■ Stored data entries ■

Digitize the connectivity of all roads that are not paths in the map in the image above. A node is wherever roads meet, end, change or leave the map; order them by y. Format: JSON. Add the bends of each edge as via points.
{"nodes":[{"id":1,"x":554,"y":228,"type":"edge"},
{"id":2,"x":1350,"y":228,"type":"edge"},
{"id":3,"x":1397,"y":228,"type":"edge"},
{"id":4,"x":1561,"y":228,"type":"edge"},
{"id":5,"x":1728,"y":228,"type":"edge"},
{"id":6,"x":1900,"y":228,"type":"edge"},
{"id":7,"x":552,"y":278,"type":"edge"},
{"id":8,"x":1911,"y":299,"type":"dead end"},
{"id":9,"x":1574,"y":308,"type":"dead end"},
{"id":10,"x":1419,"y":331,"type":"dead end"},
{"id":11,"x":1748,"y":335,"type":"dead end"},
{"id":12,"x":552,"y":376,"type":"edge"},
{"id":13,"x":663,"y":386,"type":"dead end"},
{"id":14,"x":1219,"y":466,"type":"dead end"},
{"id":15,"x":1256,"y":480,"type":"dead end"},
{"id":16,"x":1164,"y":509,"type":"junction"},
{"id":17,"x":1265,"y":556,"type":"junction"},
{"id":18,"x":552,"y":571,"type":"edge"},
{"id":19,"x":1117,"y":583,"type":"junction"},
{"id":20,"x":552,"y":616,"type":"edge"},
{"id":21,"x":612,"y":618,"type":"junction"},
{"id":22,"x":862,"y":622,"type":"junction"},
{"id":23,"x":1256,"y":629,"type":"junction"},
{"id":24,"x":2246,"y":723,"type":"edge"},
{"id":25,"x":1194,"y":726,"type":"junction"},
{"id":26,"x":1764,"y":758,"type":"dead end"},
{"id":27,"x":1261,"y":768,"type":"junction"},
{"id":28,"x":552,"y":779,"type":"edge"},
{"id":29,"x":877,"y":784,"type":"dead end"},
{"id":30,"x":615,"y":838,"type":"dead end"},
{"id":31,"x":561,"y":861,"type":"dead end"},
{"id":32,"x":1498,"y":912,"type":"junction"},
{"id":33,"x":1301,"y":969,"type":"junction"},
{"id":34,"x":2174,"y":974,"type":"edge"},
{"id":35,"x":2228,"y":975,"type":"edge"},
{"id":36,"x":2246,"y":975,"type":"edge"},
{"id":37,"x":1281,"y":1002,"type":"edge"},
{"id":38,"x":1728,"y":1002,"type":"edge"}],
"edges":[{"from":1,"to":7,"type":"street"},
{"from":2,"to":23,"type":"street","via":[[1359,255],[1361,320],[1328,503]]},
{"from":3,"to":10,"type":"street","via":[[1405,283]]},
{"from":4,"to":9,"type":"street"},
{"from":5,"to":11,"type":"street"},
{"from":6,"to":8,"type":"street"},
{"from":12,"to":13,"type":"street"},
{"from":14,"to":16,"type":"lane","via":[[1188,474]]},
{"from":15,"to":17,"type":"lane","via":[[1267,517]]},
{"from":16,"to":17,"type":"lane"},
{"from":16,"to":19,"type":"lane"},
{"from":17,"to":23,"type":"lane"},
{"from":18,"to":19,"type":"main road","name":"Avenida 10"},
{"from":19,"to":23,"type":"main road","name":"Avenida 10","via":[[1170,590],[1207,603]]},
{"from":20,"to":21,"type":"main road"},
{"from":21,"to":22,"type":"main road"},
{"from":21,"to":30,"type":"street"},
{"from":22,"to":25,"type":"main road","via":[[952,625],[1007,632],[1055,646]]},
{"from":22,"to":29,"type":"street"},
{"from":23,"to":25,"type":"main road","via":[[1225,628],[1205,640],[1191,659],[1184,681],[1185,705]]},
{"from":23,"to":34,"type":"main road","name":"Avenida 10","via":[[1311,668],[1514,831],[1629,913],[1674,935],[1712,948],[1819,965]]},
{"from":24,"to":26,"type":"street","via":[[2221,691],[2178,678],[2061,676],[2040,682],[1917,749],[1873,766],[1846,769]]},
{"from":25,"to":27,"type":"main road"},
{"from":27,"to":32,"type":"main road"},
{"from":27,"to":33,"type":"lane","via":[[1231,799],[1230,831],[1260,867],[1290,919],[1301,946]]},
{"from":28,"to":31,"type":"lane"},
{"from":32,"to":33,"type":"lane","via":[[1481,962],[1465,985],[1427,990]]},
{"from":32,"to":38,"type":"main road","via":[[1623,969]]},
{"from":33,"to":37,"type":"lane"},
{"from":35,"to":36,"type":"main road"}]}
==
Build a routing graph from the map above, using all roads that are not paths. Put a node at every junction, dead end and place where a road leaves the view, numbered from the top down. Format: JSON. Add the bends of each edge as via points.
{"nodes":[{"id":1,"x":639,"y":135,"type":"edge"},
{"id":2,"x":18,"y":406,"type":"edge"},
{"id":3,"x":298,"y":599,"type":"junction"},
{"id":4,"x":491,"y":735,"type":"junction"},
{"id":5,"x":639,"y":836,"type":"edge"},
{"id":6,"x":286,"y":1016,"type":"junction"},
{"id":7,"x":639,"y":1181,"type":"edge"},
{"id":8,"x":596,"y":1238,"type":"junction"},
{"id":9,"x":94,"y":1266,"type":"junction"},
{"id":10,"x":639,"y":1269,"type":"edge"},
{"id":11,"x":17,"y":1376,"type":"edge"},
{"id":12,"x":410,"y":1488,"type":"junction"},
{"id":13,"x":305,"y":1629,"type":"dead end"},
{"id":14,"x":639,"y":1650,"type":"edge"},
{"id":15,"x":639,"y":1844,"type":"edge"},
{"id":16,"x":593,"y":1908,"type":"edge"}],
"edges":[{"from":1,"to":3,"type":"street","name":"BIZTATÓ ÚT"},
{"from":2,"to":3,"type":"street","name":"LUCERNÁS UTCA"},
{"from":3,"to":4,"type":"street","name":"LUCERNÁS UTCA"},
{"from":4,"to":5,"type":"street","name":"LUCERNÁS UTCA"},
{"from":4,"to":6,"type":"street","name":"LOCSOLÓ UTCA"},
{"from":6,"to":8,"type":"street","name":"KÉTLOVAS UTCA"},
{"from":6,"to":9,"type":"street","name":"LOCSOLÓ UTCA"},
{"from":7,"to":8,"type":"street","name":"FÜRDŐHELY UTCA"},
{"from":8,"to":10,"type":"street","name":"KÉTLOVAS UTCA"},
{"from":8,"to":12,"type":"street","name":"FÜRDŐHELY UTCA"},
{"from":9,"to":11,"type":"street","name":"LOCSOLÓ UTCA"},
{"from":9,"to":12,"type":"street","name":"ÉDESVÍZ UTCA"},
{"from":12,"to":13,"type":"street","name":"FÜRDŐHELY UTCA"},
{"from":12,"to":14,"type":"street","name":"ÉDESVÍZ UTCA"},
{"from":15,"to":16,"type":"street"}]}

■ What you have to do ■
Return all lines from the data that include the string "LOCSOLÓ".

■ Problem solution ■
{"from":4,"to":6,"type":"street","name":"LOCSOLÓ UTCA"},
{"from":6,"to":9,"type":"street","name":"LOCSOLÓ UTCA"},
{"from":9,"to":11,"type":"street","name":"LOCSOLÓ UTCA"},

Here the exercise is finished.